No Such Thing as Unstructured Space

The trick to creating freedom to experiment, learn from error, and develop self-reliance, is a structure that actively supports those behaviors.

I talk a lot about how you can’t teach students to be independent thinkers and active problem-solvers if your class structure is built around obedience and rigid adherence to pre-set patterns.

You also can’t do it with no structure at all.

“Unstructured” spaces like free sparring days and SCA-style open practices will always serve the interests of the dominant group and reinforce how they do things.

Humans love structure and will create it wherever it’s not already present. “Unstructured” really means “we’ll do whatever the dominant group wants, with no mechanisms to change that beyond social pressure”. And social pressure is always biased in favour of the dominant group.

Over time, every unstructured spaces will develop its own “correct” models of doing things that are just as rigid and restrictive as what you’d find in an explicitly hierarchical and over-structured space, but which are harder to change because they’re not officially acknowledged as existing. Everyone just kind of ends up doing things the same way, without being able to point to how or when it happened.

My workshops and classes often look like self-directed chaos. There’s lots of playtime where students experiment with solving a particular problem, group work where they develop their own interpretations of the material, and sharing time where we all excitedly burble about what we figured out and help each other address weaknesses or sticking points. Some days, I do little or no “teaching” in the sense of “imparting information and demonstrating technical skills”, and it looks pretty damn unstructured.

That’s a lie. There is a huge amount of social and pedagogical infrastructure underpinning that chaos.

All of our activities are carefully chosen and structured to facilitate skilled problem-solving, model how it’s done, reinforce good habits, and build students’ trust in their own knowledge and abilities so that they can rely on them in the field. The teacher’s role becomes that of guide and facilitator, and often fades into the background of what’s happening, but it’s no less active.

It’s not magic, and learning doesn’t happen by accident. The structures you build, or that you allow to take over, will determine how your students learn. They’ll determine who thrives, and who struggles. They’ll shape the makeup of your senior ranks and your leadership.

Make sure you know what the structure of your training is. There’s always something there, even if you didn’t build it on purpose. Does it serve your goals? Does it serve your community? If not, change it.

Note 1: Structure Isn’t Just Hierarchy and Spreadsheets

“Structure” can mean a lot of different things. When we talk about structure in martial arts, people’s minds often jump to an orderly room of students doing rigid drills while an instructor at the front yells at them. Or to elaborate testing regimens and rank hierarchies. You can have structure without any of these things (my classes include exactly none of them). You can even have structure without a curriculum.

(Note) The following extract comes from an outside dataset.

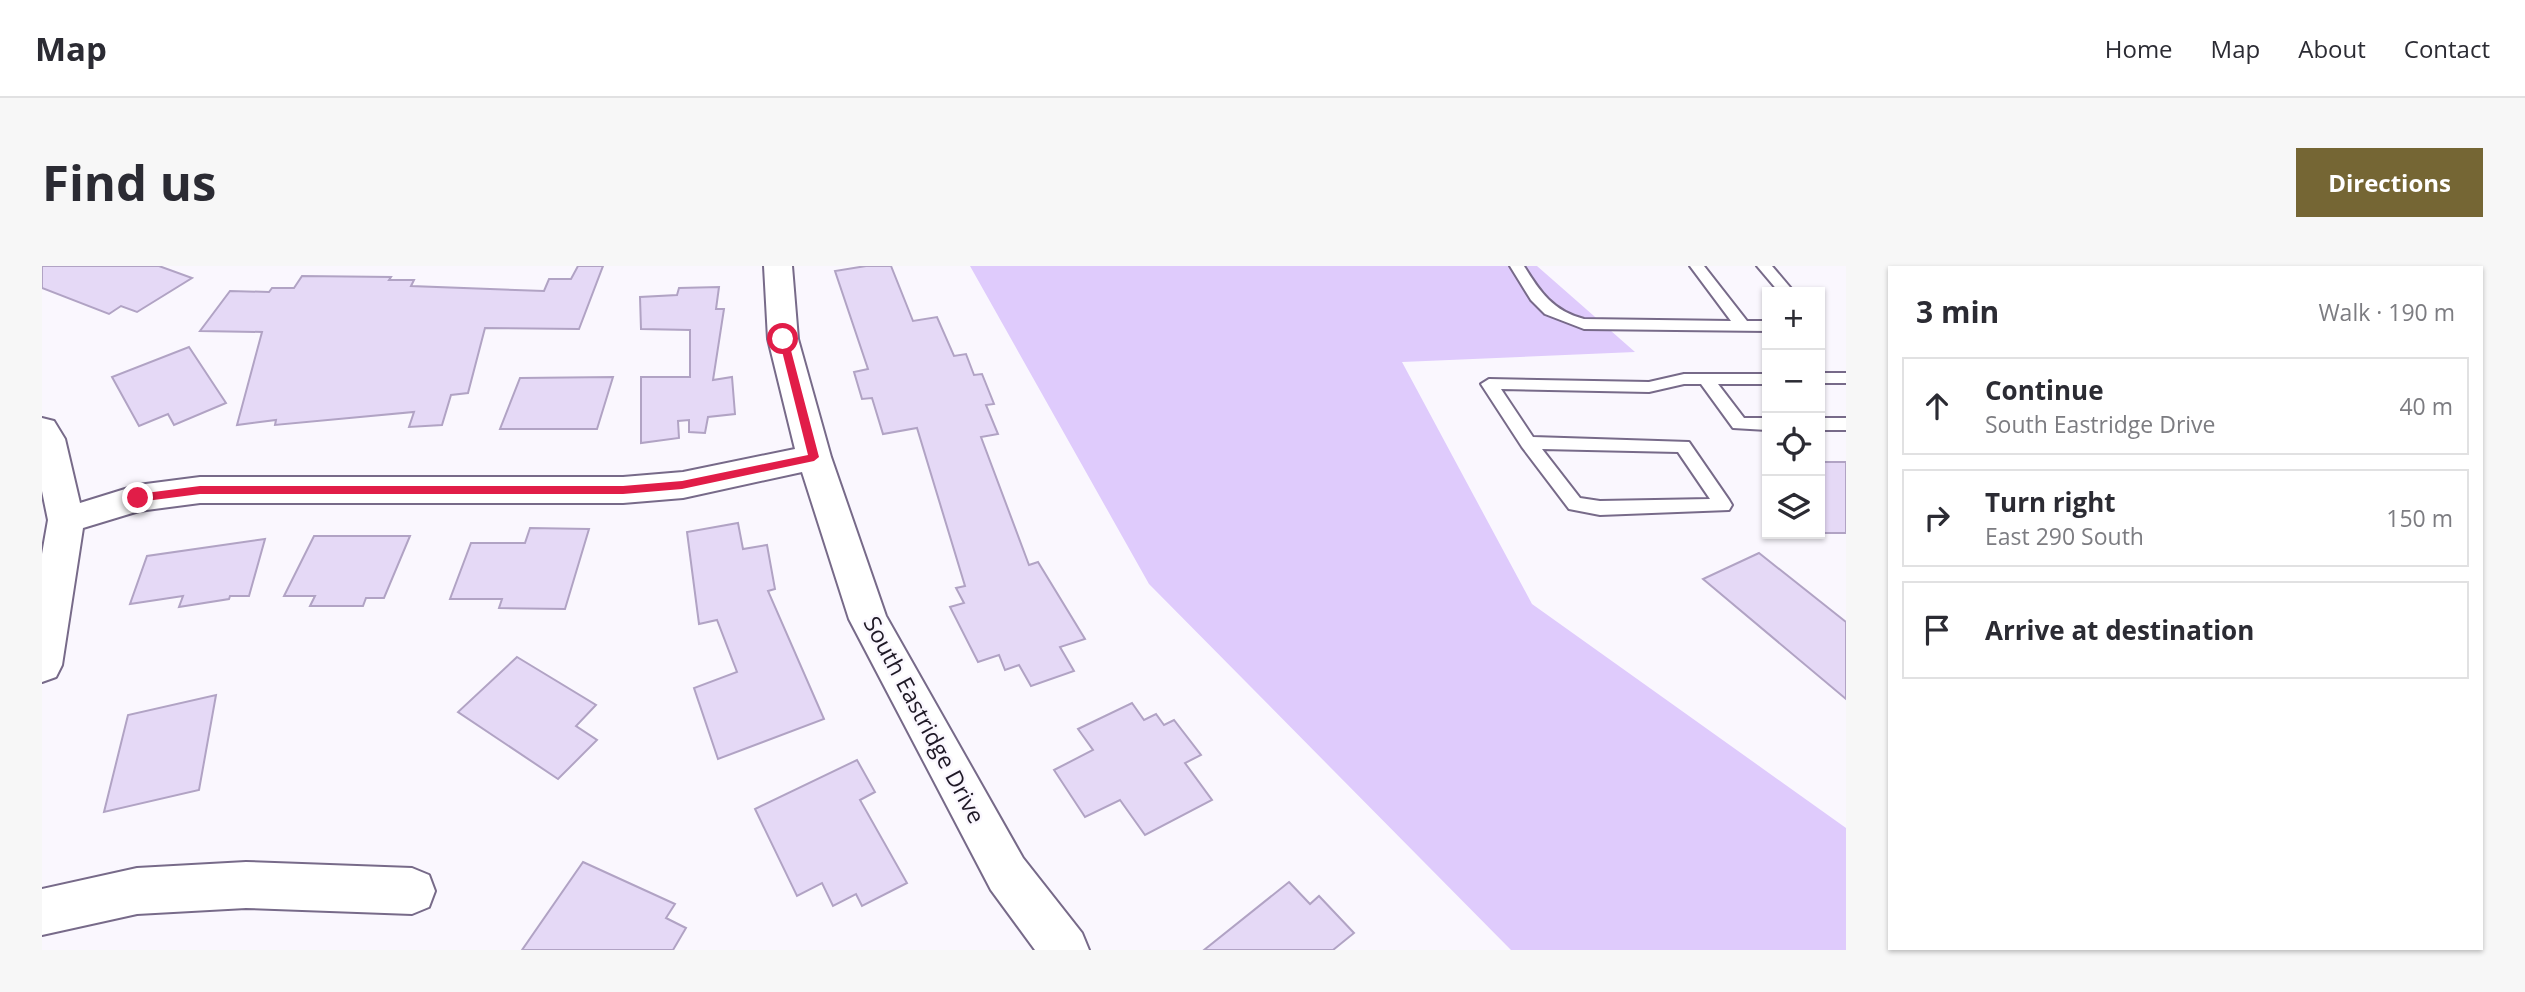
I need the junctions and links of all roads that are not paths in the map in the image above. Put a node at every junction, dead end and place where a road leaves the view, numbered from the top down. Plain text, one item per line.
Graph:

Structure is just having clear goals, creating processes to meet those goals, and having tools to assess whether the process is working and to hold people accountable for its success. The actual process can look all kinds of different ways.

Note 2: Unstructured Spaces, Safety, and Diversity

“Unstructured” spaces don’t really exist. They’re just spaces where the structure is implicit, rather than explicit, and enforced through social power.

Saying your training community, school, or club has no structure doesn’t actually mean that everyone has equal freedom and opportunity. It’s just an abdication of power to whoever dominates that space (through social leverage or physical force), and an abdication of responsibility for the consequences.

This is also why “Don’t be a dick” doesn’t work in place of a code of conduct. It’s the safety policy equivalent of an unstructured process, and ends up being a set of implicit rules that reinforce whatever the dominant group things “being a dick” means, with no tools for marginalized people to ensure their own safety. It’s worse than having no rules at all.

In my experience as a martial artist and as a consultant for other teachers and their clubs, some of the least diverse spaces and the ones with the biggest difficulty keeping women and minority students around have been those with no formal policies or structures. They’re run by a combination of habits (implicit structure) and social expectations (implicit rules) that everyone still has to conform to in order to belong, and which nobody can challenge except through direct social conflict. This combination creates a big power imbalance in favour of a single group (usually white, straight, cis, men) and a ton of inertia against correcting that imbalance — or even acknowledging that exists.